Ev hizmetleri, çamaşır ve bulaşık yıkama, ütü yapma, cam silme, yemek yapma gibi evin gündelik işleyişine yönelik çalışmalardır.

4857 sayılı Kanun’un 10. Maddesinde nitelikleri bakımından en çok otuz iş günü süren işlere süreksiz iş, bundan fazla devam edenlere sürekli iş denilmektedir.

Ev hizmetlerinde ücretle çalışanların yapmış oldukları işin niteliği bakımından öncelikle sürekli iş olup olmadığının belirlenmesi gerekmekte olup, sigortalılığın sağlanabilmesi için evle bağlantılı işlerin ücretle ve belli bir süreklilik içinde yapılıyor olması, süreklilik için çalışmanın belirli bir yoğunluğa ulaşması şartının aranması gerekmektedir.
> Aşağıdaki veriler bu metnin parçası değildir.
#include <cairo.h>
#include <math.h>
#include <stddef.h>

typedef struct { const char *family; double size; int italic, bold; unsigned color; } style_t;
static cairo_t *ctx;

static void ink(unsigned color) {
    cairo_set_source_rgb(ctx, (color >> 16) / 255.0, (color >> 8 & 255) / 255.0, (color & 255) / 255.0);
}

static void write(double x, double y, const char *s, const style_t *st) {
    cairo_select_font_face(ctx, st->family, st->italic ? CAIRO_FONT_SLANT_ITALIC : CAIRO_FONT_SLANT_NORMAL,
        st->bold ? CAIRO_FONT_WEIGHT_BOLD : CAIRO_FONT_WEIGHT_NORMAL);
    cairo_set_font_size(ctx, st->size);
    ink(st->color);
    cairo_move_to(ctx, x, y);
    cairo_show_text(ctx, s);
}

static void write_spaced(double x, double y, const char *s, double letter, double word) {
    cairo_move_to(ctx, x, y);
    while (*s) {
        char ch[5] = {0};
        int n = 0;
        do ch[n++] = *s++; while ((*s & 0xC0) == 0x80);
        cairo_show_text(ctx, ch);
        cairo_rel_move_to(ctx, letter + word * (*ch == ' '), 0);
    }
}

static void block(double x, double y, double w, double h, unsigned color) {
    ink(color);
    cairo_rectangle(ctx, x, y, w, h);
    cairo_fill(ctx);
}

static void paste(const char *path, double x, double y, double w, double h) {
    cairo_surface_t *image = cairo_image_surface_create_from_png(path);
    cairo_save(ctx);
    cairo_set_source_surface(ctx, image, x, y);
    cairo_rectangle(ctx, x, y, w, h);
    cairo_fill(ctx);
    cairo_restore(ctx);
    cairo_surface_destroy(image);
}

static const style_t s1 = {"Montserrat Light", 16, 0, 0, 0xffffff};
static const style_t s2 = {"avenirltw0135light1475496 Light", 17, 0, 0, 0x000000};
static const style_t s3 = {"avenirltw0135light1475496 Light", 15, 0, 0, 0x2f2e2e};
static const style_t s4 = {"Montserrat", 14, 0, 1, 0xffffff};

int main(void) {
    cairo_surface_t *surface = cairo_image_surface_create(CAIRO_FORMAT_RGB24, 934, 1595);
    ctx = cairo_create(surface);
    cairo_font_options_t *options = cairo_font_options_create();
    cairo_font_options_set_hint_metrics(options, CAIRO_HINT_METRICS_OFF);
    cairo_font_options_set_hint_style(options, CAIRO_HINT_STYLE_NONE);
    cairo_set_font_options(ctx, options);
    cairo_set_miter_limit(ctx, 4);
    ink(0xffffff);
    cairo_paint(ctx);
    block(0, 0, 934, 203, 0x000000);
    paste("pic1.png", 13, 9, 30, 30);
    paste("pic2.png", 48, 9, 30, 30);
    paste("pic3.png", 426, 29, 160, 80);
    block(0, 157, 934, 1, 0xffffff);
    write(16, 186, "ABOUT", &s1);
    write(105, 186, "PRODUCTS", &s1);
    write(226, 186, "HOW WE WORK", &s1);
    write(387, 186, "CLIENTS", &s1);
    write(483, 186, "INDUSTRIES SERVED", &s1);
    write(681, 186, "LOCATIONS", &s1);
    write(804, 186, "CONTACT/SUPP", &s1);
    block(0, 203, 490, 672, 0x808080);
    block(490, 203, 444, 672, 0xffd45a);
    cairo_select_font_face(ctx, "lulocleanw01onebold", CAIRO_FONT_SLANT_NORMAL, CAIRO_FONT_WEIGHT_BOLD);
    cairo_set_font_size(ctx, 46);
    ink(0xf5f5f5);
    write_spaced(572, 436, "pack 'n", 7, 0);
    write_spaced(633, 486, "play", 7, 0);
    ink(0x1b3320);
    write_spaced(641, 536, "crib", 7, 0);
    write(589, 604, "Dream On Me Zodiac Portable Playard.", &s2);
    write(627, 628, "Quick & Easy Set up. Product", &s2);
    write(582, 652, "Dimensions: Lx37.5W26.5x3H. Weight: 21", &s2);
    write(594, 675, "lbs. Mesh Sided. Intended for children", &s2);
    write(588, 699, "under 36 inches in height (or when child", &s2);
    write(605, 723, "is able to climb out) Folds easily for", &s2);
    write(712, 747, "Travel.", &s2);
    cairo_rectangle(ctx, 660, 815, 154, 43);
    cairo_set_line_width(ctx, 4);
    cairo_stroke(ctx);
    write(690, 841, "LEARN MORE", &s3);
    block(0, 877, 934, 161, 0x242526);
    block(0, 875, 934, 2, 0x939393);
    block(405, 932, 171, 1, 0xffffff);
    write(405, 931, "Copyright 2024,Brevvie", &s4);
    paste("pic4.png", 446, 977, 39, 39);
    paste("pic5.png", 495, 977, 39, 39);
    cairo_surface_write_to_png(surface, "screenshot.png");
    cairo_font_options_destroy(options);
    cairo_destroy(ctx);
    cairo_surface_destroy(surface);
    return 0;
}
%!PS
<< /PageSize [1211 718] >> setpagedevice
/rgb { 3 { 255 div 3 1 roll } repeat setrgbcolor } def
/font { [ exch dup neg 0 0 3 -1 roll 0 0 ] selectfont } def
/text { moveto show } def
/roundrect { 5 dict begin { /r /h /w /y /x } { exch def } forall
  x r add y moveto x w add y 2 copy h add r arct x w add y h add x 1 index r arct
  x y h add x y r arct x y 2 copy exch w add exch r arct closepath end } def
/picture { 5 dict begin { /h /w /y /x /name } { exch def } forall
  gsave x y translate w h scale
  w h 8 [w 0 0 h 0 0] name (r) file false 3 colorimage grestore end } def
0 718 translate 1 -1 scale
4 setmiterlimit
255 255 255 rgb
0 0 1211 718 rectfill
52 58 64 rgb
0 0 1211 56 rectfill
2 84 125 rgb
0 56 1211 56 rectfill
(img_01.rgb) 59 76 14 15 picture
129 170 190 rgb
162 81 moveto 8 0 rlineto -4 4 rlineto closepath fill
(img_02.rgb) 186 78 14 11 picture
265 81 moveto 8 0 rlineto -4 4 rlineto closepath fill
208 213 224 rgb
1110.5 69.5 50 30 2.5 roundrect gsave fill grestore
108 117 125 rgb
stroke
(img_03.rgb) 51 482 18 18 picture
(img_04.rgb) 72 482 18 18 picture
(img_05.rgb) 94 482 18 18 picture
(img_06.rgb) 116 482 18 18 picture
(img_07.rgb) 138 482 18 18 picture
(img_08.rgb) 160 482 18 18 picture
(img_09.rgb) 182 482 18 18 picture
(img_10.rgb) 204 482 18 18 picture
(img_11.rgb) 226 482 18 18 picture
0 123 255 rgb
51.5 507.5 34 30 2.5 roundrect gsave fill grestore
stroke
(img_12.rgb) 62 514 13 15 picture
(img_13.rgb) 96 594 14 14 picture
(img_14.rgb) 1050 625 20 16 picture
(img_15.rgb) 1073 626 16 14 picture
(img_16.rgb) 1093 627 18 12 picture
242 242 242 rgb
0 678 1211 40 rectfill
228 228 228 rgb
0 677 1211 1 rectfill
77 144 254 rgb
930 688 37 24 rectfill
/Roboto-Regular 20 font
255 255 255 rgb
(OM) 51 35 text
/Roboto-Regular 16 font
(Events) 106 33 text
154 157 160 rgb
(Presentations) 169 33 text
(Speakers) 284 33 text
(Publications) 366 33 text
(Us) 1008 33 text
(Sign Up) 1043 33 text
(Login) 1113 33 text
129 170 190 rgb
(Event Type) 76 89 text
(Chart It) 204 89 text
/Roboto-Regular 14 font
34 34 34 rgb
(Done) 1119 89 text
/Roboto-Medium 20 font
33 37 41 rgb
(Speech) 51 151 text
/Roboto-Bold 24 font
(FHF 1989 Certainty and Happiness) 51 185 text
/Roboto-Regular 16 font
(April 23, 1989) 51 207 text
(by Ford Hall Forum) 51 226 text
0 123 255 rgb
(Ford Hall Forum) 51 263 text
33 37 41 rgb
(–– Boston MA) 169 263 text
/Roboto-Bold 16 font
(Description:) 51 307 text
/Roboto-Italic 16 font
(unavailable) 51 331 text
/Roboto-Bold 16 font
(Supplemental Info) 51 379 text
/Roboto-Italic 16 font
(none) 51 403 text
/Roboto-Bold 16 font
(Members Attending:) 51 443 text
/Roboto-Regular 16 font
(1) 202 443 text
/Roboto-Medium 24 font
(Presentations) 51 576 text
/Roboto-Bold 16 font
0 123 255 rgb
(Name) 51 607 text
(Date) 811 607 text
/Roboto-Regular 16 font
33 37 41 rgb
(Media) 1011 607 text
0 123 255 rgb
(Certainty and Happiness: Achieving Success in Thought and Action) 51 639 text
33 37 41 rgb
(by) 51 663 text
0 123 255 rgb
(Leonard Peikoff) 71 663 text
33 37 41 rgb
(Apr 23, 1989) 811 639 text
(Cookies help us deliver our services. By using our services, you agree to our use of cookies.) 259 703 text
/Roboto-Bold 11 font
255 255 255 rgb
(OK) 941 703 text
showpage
Çalışanın her hafta aynı gün aynı eve ev işinde çalışmak üzere gelmesi hali sürekli çalışma olarak nitelendirilecek, belirsiz aralıklarla ve çağrı üzerine yapılıyorsa, bu durumda ne kadar sürmüş olursa olsun, süreksiz çalışma olarak değerlendirilecektir.

IV- EV HİZMETLİSİNDE KAVRAM KARMAŞASI

Genelge de ev hizmetlilerinin yaptığı işlemler aşağıdaki gibi tanımlanmıştır;

– Çamaşır ve Bulaşık Yıkama,

– Ütü İşleri,

– Cam Silme,

– Yemek ve Servis,

– Evin Genel Temizliği

gibi çalışmalar olarak sıralanabilir.

Oysa günümüz de ekonomik durumu iyi olan aileler, müstakil evlerinde ev hizmetlileri yanı sıra, bahçıvan, şoför, aşçı, hizmetçi, çocuk bakıcısı, hasta bakıcı gibi kişileri de istihdam ediyorlar.

Burada iş tanımlarına göre kavram karmaşası da yaşanıyor.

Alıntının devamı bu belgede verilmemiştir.